[DATA EXCERPTS Boundary: Start]

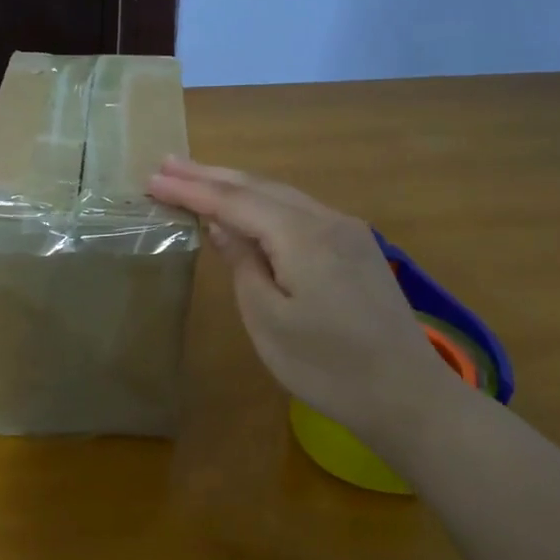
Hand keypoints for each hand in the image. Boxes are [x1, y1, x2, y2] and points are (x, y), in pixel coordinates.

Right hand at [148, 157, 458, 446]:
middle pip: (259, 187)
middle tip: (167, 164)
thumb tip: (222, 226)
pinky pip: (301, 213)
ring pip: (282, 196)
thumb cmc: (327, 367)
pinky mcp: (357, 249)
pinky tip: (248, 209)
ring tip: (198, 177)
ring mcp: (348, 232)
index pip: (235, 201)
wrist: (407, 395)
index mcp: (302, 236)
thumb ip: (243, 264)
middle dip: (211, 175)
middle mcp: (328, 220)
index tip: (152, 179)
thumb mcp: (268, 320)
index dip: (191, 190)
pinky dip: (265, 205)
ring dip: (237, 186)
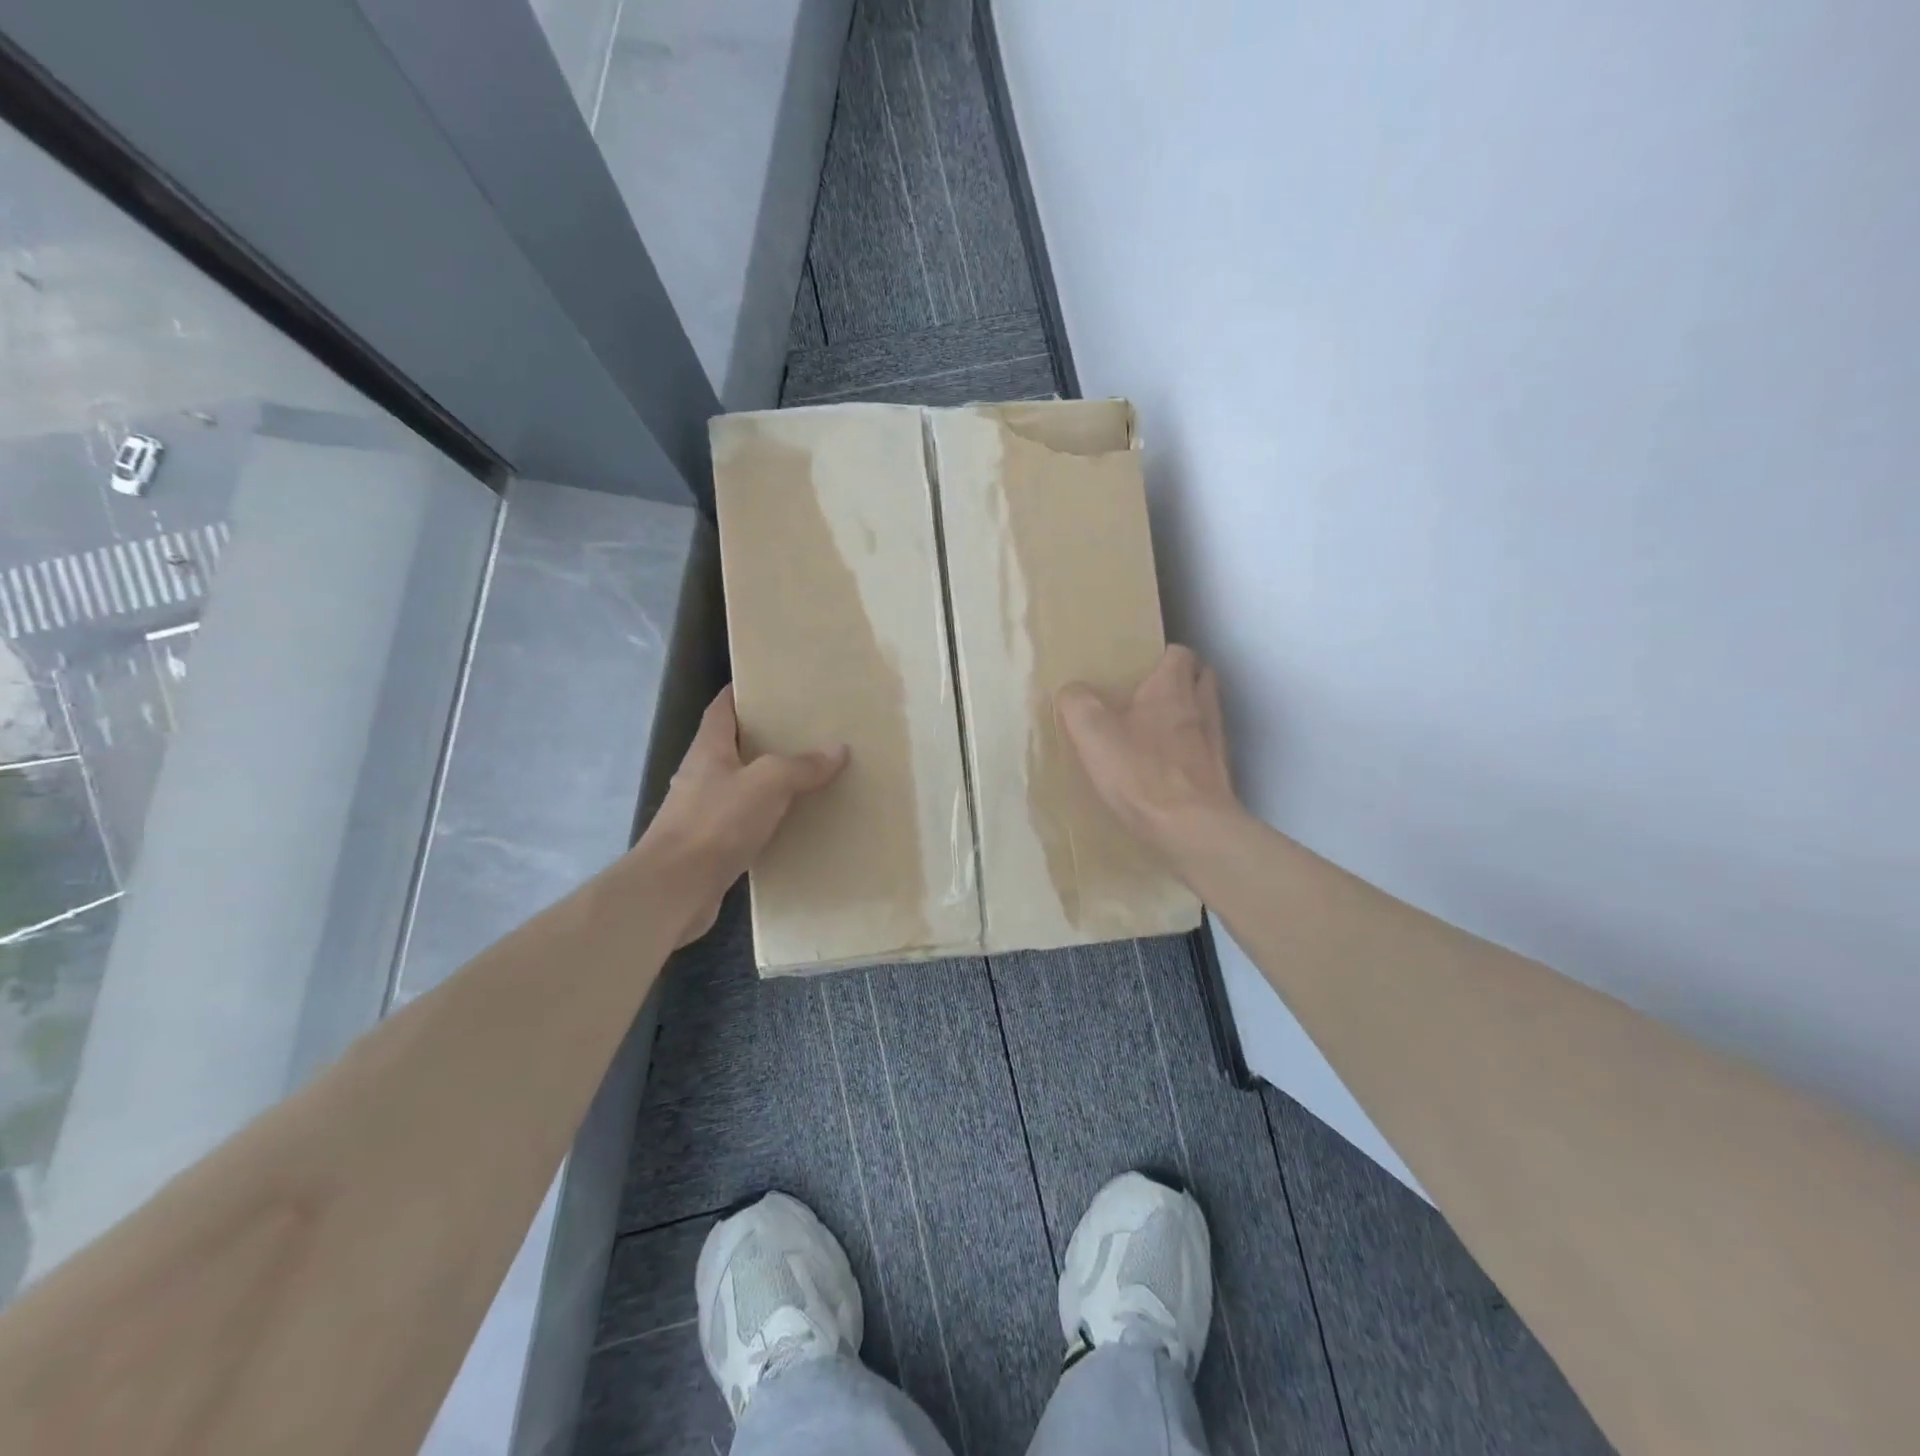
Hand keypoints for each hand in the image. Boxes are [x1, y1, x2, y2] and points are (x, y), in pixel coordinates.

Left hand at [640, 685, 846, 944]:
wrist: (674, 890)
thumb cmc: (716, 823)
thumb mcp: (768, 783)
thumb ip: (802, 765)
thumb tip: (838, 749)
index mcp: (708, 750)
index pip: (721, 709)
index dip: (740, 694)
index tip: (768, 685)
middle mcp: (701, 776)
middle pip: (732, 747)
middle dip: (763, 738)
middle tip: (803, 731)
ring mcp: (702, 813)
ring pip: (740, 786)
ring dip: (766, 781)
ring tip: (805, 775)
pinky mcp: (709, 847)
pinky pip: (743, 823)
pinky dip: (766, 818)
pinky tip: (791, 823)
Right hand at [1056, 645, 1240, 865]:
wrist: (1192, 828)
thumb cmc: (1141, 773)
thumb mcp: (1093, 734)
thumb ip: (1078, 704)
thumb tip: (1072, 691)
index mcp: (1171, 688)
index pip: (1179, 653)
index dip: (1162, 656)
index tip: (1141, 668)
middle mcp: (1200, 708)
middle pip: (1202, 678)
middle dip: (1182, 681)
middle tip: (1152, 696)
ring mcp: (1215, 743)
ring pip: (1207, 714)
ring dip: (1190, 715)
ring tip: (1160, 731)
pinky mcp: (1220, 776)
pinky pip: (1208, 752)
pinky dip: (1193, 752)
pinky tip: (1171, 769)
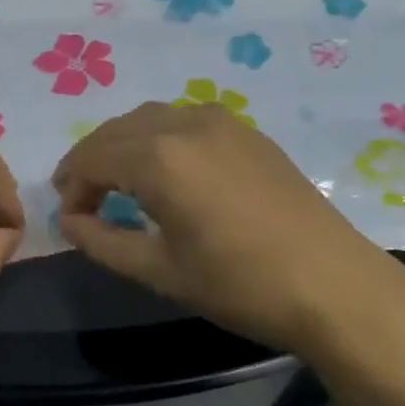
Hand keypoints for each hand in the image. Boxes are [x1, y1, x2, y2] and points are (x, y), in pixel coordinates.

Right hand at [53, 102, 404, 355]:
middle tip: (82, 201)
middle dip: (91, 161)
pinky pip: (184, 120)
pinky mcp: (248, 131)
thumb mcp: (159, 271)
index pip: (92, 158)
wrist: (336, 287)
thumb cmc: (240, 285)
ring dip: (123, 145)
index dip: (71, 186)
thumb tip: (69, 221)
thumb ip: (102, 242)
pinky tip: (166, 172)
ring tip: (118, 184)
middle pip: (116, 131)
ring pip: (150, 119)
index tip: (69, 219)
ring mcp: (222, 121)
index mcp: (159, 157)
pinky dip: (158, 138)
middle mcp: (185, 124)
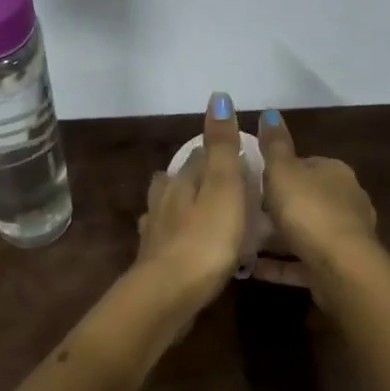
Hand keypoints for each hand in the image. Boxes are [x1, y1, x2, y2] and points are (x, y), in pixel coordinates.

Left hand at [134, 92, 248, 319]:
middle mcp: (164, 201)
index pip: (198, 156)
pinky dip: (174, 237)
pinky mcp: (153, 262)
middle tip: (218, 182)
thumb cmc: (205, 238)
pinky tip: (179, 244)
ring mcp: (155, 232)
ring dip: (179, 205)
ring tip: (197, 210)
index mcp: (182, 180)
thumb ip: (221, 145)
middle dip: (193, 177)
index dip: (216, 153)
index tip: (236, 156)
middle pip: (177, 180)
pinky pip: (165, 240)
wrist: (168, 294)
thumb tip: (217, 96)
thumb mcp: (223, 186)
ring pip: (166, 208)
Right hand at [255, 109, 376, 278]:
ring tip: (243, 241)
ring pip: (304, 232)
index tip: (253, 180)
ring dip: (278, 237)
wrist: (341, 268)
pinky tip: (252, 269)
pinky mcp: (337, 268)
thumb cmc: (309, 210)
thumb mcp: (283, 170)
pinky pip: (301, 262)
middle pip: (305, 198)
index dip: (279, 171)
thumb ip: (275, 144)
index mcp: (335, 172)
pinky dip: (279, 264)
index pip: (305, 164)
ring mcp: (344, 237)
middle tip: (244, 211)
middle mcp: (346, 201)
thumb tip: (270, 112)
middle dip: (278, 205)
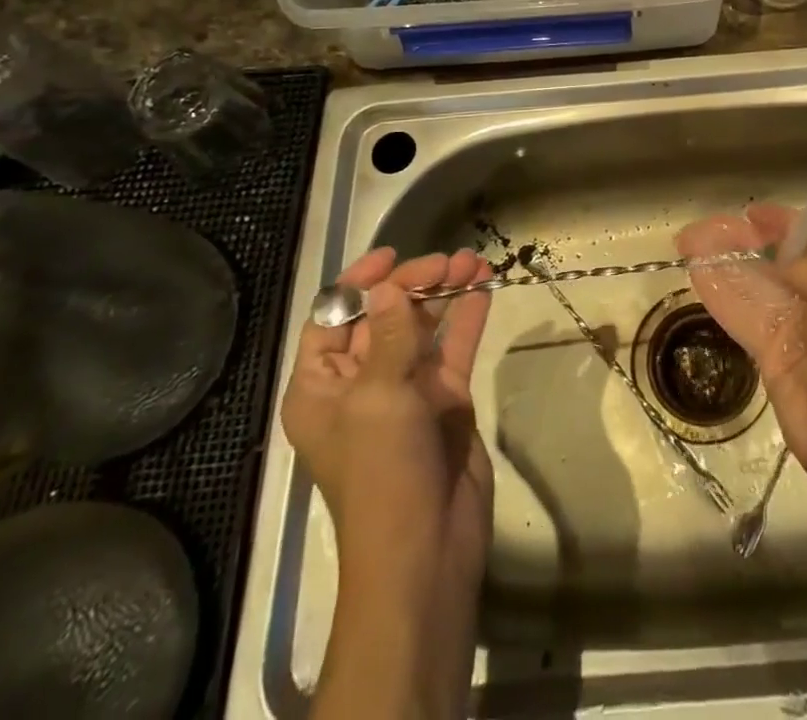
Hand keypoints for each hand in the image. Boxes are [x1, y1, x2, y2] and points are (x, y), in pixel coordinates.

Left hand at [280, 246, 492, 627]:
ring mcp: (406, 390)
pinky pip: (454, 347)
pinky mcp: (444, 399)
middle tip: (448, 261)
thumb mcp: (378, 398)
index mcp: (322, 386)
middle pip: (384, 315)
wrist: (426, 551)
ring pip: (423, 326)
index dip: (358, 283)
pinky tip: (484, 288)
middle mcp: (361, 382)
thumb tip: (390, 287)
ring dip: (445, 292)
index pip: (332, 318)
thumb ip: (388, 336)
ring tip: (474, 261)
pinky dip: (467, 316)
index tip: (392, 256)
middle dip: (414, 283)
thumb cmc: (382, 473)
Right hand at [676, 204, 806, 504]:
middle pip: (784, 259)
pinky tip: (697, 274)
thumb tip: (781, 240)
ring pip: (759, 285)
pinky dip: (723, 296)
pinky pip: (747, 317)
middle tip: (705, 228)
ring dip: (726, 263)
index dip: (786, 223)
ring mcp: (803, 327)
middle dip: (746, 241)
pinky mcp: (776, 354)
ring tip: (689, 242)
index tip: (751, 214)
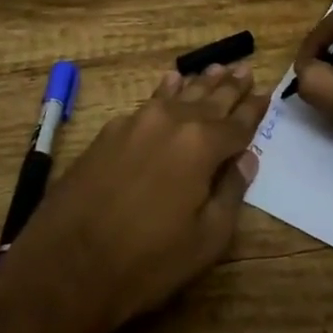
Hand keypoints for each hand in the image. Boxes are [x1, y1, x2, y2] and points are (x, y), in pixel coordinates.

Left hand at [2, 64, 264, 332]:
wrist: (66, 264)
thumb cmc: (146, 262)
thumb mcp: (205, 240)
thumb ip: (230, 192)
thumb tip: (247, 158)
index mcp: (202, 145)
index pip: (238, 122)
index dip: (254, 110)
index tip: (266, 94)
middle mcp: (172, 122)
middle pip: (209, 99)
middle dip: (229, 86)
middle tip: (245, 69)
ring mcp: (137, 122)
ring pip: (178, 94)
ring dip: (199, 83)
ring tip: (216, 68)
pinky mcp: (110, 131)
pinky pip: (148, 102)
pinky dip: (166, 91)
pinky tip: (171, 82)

[DATA EXCERPTS Boundary: End]

▶ TO DO
Using the records given above, list every line that includes the word "Left".

▶ ANSWER BELOW
Left hand at [640, 685, 846, 944]:
Left hand at [134, 92, 248, 319]:
Left hand at [280, 246, 492, 627]:
Left hand at [2, 64, 264, 332]:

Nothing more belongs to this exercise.